How to complete this task: Output the listing exactly, without its pictures.

= = = = = = =

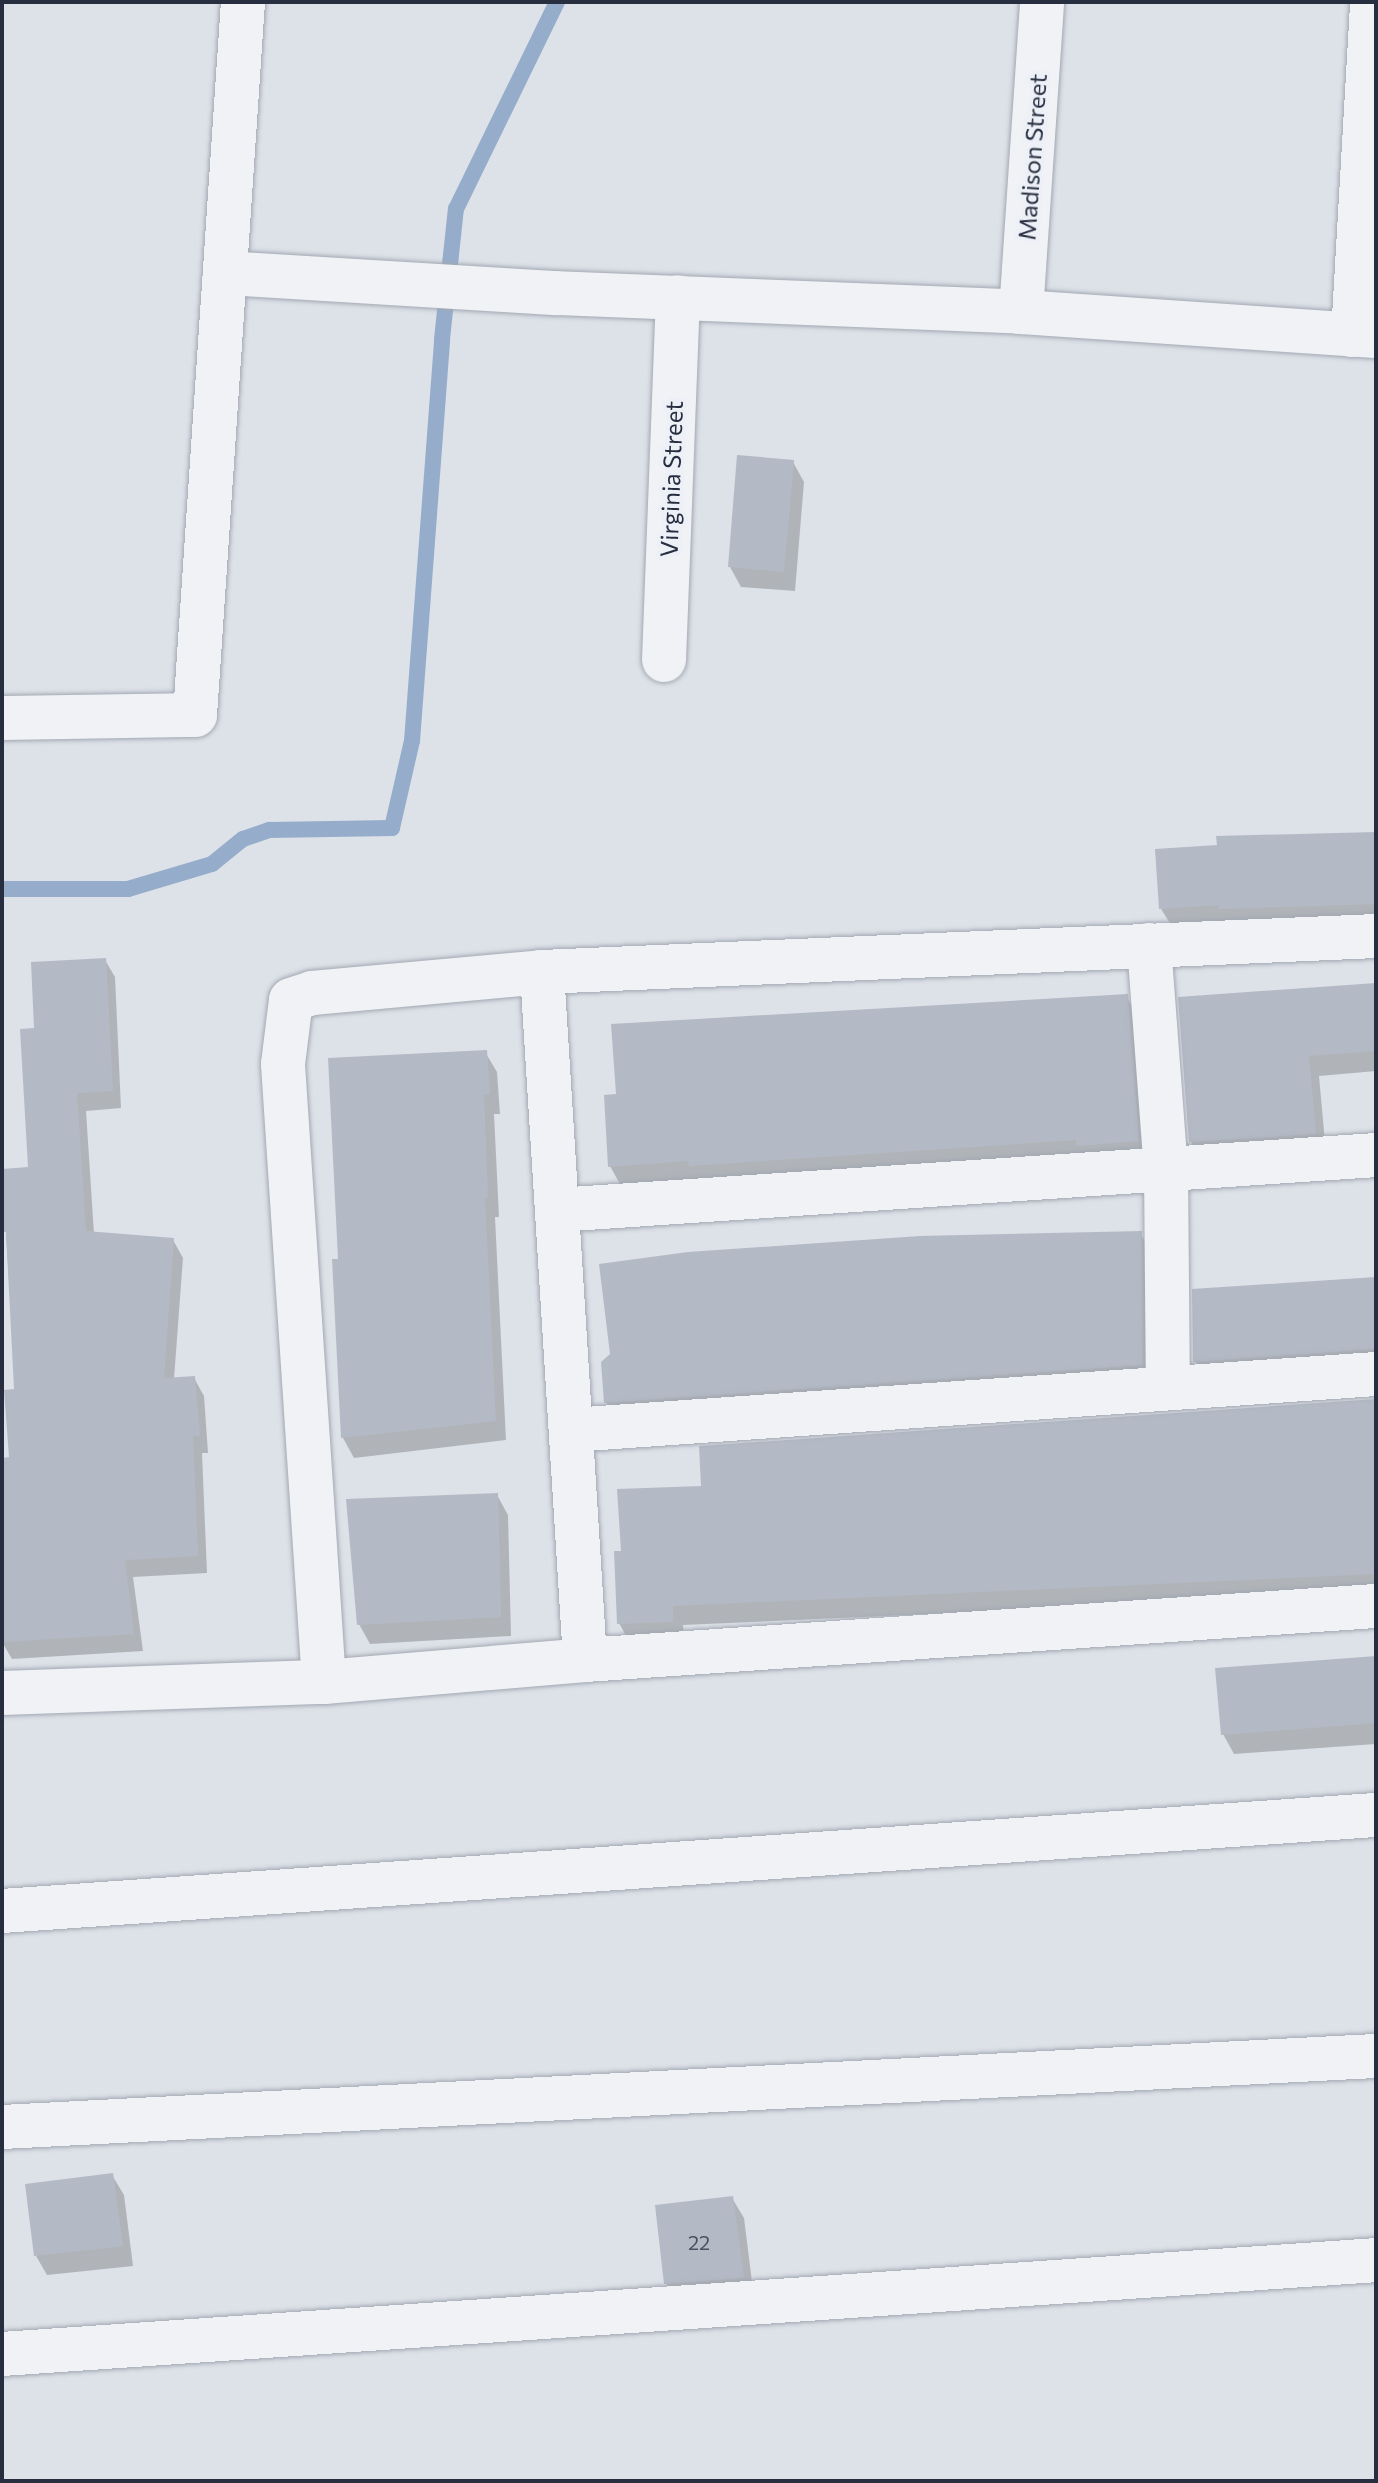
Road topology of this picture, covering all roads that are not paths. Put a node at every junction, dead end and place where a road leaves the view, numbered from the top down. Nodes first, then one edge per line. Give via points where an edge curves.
1 (243, 2) edge
2 (1042, 2) edge
3 (1372, 2) edge
4 (225, 273) junction
5 (678, 297) junction
6 (1021, 312) junction
7 (1364, 336) edge
8 (664, 660) dead end
9 (2, 718) edge
10 (1376, 936) edge
11 (1149, 945) junction
12 (542, 972) junction
13 (1376, 1155) edge
14 (1166, 1169) junction
15 (557, 1210) junction
16 (1376, 1374) edge
17 (1168, 1388) junction
18 (571, 1430) junction
19 (1376, 1606) edge
20 (585, 1660) junction
21 (324, 1682) junction
22 (2, 1693) edge
23 (1376, 1815) edge
24 (2, 1911) edge
25 (1376, 2056) edge
26 (2, 2127) edge
27 (1376, 2260) edge
28 (2, 2354) edge

1 - 4 street
2 - 6 street, Madison Street
3 - 7 street
4 - 5 street
4 - 9 street via 195,715
5 - 6 street
5 - 8 street, Virginia Street
6 - 7 street
10 - 11 street
11 - 12 street
11 - 14 street
12 - 15 street
12 - 21 street via 312,993 291,1000 283,1064
13 - 14 street
14 - 15 street
14 - 17 street
15 - 18 street
16 - 17 street
17 - 18 street
18 - 20 street
19 - 20 street
20 - 21 street
21 - 22 street
23 - 24 street
25 - 26 street
27 - 28 street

= = = = = = =

Response:
Road topology of this picture, covering all roads that are not paths. Put a node at every junction, dead end and place where a road leaves the view, numbered from the top down. Nodes first, then one edge per line. Give via points where an edge curves.
1 (243, 2) edge
2 (1042, 2) edge
3 (1372, 2) edge
4 (225, 273) junction
5 (678, 297) junction
6 (1021, 312) junction
7 (1364, 336) edge
8 (664, 660) dead end
9 (2, 718) edge
10 (1376, 936) edge
11 (1149, 945) junction
12 (542, 972) junction
13 (1376, 1155) edge
14 (1166, 1169) junction
15 (557, 1210) junction
16 (1376, 1374) edge
17 (1168, 1388) junction
18 (571, 1430) junction
19 (1376, 1606) edge
20 (585, 1660) junction
21 (324, 1682) junction
22 (2, 1693) edge
23 (1376, 1815) edge
24 (2, 1911) edge
25 (1376, 2056) edge
26 (2, 2127) edge
27 (1376, 2260) edge
28 (2, 2354) edge

1 - 4 street
2 - 6 street, Madison Street
3 - 7 street
4 - 5 street
4 - 9 street via 195,715
5 - 6 street
5 - 8 street, Virginia Street
6 - 7 street
10 - 11 street
11 - 12 street
11 - 14 street
12 - 15 street
12 - 21 street via 312,993 291,1000 283,1064
13 - 14 street
14 - 15 street
14 - 17 street
15 - 18 street
16 - 17 street
17 - 18 street
18 - 20 street
19 - 20 street
20 - 21 street
21 - 22 street
23 - 24 street
25 - 26 street
27 - 28 street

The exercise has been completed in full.